Accordingly, in Ortiz, the judgment of the Supreme Court, New York County (Shirley Werner Kornreich, J.), entered April 1, 2005, which awarded plaintiff a total sum of $61,110.90, should be modified, on the law, to vacate judgment with respect to repayment by the individual defendants of $46,071 pursuant to Administrative Code § 3-710 (2) (b) and, as to all defendants, the imposition of $2,500 in additional penalties, and otherwise affirmed, without costs.

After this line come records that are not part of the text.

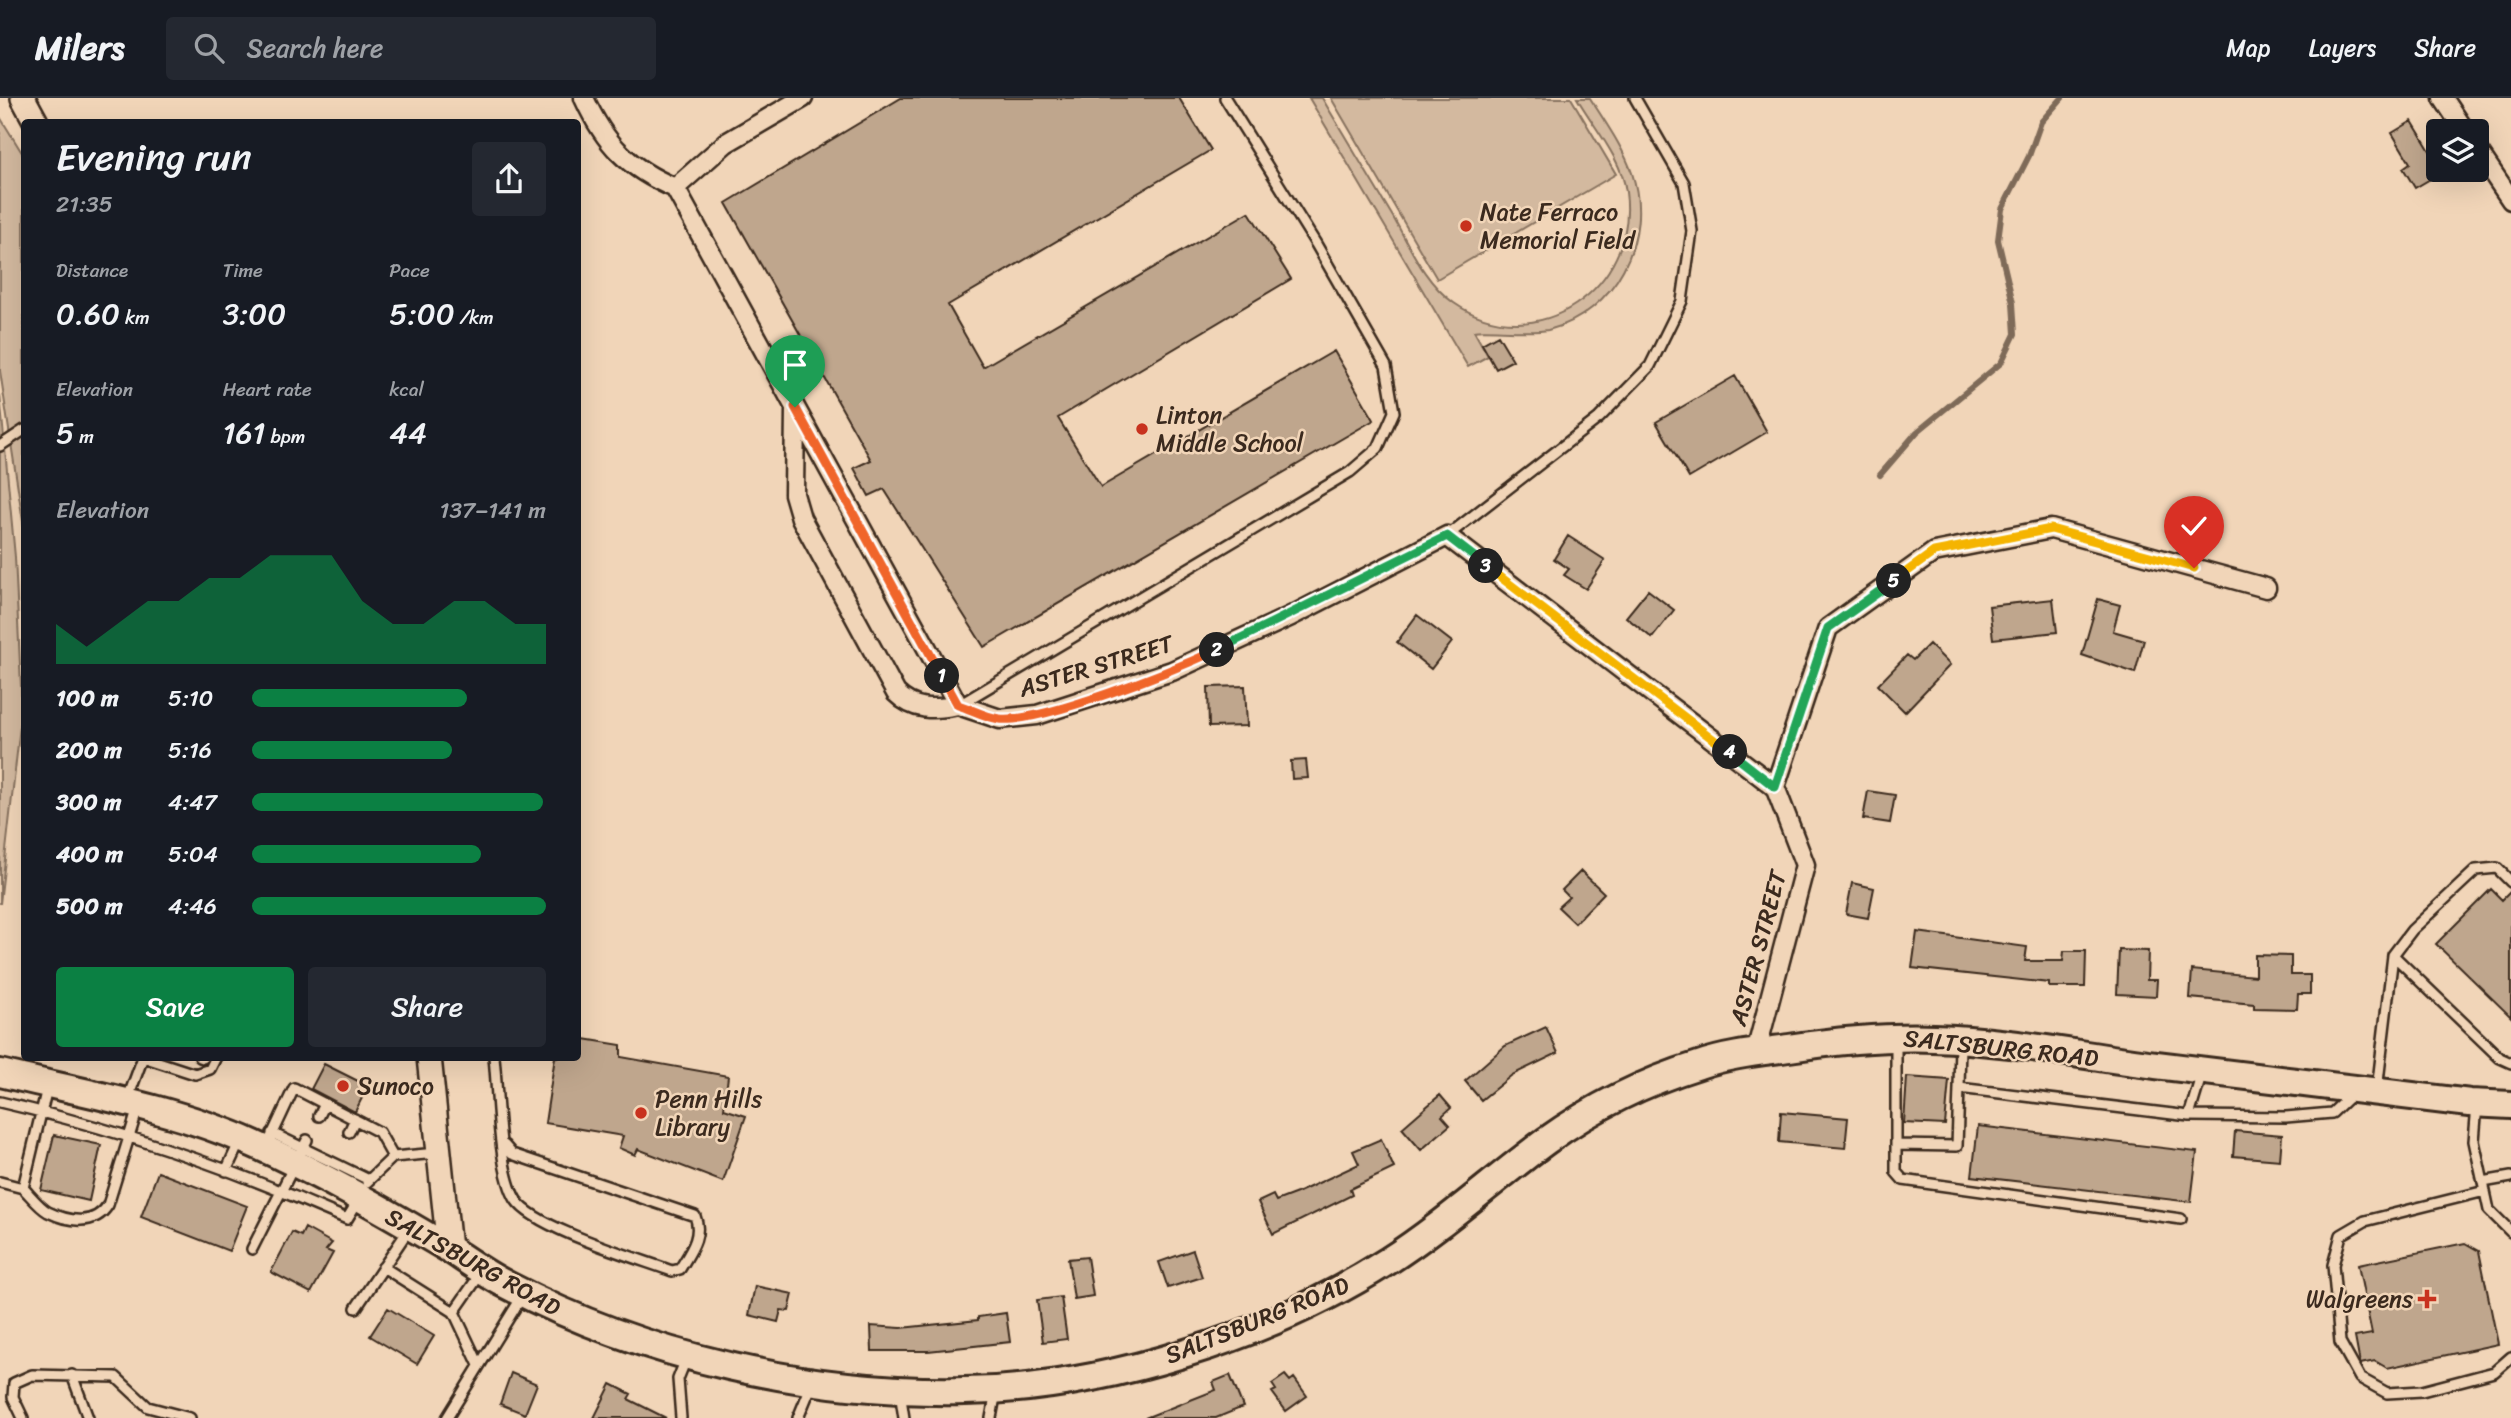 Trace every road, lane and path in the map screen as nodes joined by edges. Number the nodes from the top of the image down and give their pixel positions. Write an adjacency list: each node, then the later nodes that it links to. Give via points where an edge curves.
1 (23, 98): 7 (street)
2 (584, 98): 10 (street, via 599,130 618,150 644,175)
3 (803, 98): 10 (street, via 726,143)
4 (1225, 98): 17 (lane, via 1386,366 1394,412 1378,448 1350,472)
5 (1635, 98): 15 (lane, via 1684,183 1692,231 1682,301 1650,366 1599,418)
6 (2443, 98): 8 (street)
7 (34, 119)
8 (2457, 119)
9 (2489, 167): 11 (street)
10 (675, 188): 12 (street)
11 (2511, 200)
12 (795, 407): 17 (street); 17 (street, via 794,494 809,539 896,693 906,704 920,708)
13 (21, 432): 14 (lane)
14 (0, 446)
15 (1447, 536): 17 (street, ASTER STREET, via 1172,671 1037,715 1000,719); 18 (street)
16 (2266, 588): 18 (street, via 2051,529 1934,552 1828,628)
17 (958, 705)
18 (1775, 787): 23 (street, ASTER STREET, via 1805,865)
19 (2511, 882): 20 (lane, via 2497,868 2476,870 2412,930)
20 (2393, 956): 29 (lane, via 2500,1058); 34 (lane)
21 (1896, 1037): 22 (main road, SALTSBURG ROAD); 23 (main road, SALTSBURG ROAD); 48 (lane)
22 (1960, 1040): 30 (main road, SALTSBURG ROAD); 33 (lane)
23 (1756, 1052): 75 (main road, SALTSBURG ROAD, via 1705,1062 1604,1104 1550,1138 1391,1259 1321,1298 1188,1353 1119,1373)
24 (142, 1061): 37 (lane)
25 (155, 1061): 26 (lane, via 195,1074 210,1069)
26 (214, 1061)
27 (429, 1061): 50 (street)
28 (494, 1061): 47 (lane)
29 (2511, 1063)
30 (2202, 1071): 34 (main road, SALTSBURG ROAD); 42 (lane)
31 (0, 1073): 32 (main road, SALTSBURG ROAD)
32 (48, 1084): 37 (main road, SALTSBURG ROAD); 40 (lane)
33 (1959, 1088): 42 (lane); 48 (lane, via 1957,1146)
34 (2367, 1090): 36 (main road, SALTSBURG ROAD); 42 (lane, via 2332,1113)
35 (0, 1101): 40 (lane)
36 (2477, 1103): 39 (main road, SALTSBURG ROAD); 55 (lane, via 2474,1141)
37 (132, 1104): 45 (lane); 46 (main road, SALTSBURG ROAD)
38 (326, 1104): 41 (lane); 43 (lane); 46 (lane, via 294,1087)
39 (2511, 1105)
40 (41, 1111): 45 (lane); 56 (lane)
41 (319, 1116)
42 (2189, 1116)
43 (355, 1119): 44 (lane); 51 (lane, via 379,1132)
44 (349, 1132)
45 (129, 1138): 52 (lane); 56 (lane, via 108,1205 101,1216 89,1222 47,1211)
46 (260, 1140): 49 (main road, SALTSBURG ROAD); 52 (lane)
47 (504, 1145): 47 (lane, via 512,1154 695,1216 699,1226 696,1240 680,1269 672,1271 536,1220 517,1201 505,1172)
48 (1896, 1145): 59 (lane, via 1896,1172 1903,1181)
49 (301, 1150): 57 (lane); 58 (main road, SALTSBURG ROAD, via 333,1165)
50 (439, 1152): 51 (lane); 63 (street)
51 (393, 1157): 58 (lane)
52 (226, 1171): 57 (lane)
53 (2511, 1177): 55 (lane)
54 (0, 1182): 56 (lane)
55 (2484, 1187): 61 (lane, via 2489,1210); 70 (lane, via 2365,1221 2341,1235 2333,1265 2340,1342 2360,1378 2387,1393 2422,1391 2494,1371)
56 (23, 1188)
57 (281, 1190): 58 (lane, via 347,1219); 62 (lane)
58 (360, 1191): 60 (main road, SALTSBURG ROAD)
59 (2181, 1219)
60 (410, 1228): 63 (main road, SALTSBURG ROAD); 64 (lane)
61 (2511, 1232)
62 (252, 1249)
63 (449, 1249): 65 (main road, SALTSBURG ROAD)
64 (383, 1267): 67 (lane); 68 (lane)
65 (483, 1271): 66 (main road, SALTSBURG ROAD); 68 (lane)
66 (523, 1293): 69 (main road, SALTSBURG ROAD, via 610,1331); 71 (lane)
67 (356, 1308)
68 (454, 1312): 71 (lane)
69 (688, 1354): 73 (main road, SALTSBURG ROAD); 82 (lane, via 678,1379)
70 (2511, 1357)
71 (479, 1366): 81 (lane)
72 (72, 1375): 76 (lane, via 116,1377); 77 (lane, via 32,1375 14,1383 13,1397); 78 (lane)
73 (814, 1381): 74 (main road, SALTSBURG ROAD); 83 (lane)
74 (900, 1390): 75 (main road, SALTSBURG ROAD); 84 (lane)
75 (996, 1390): 85 (lane)
76 (148, 1407): 79 (lane); 80 (lane)
77 (23, 1418)
78 (88, 1418)
79 (152, 1418)
80 (190, 1418)
81 (447, 1418)
82 (681, 1418)
83 (798, 1418)
84 (904, 1418)
85 (991, 1418)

In Perez, the order of the Supreme Court, New York County (Diane A. Lebedeff, J.), entered April 13, 2005, which granted defendants’ motion for partial summary judgment dismissing plaintiffs claim that the candidate repay $63,756 to plaintiff pursuant to New York City Administrative Code § 3-710 (2) (b), and denied plaintiff’s cross motion for summary judgment against all defendants on the ground that their failure to assert a timely challenge under CPLR article 78 to plaintiff s penalty and repayment determinations (January 8 and 14, 2003) precludes them from contesting such determinations in this enforcement action, should be modified, on the law, to the extent of granting plaintiff summary judgment only on its claim for payment of the $8,376 in civil penalties assessed, plus interest, and otherwise affirmed, without costs.

*86Buckley, EJ., Saxe and Sullivan, JJ., concur.

In Ortiz, judgment, Supreme Court, New York County, entered April 1, 2005, modified, on the law, to vacate judgment with respect to repayment by the individual defendants of public matching funds and, as to all defendants, the imposition of certain additional penalties, and otherwise affirmed, without costs.

In Perez, order, Supreme Court, New York County, entered April 13, 2005, modified, on the law, to the extent of granting plaintiff summary judgment only on its claim for payment of civil penalties assessed, and otherwise affirmed, without costs.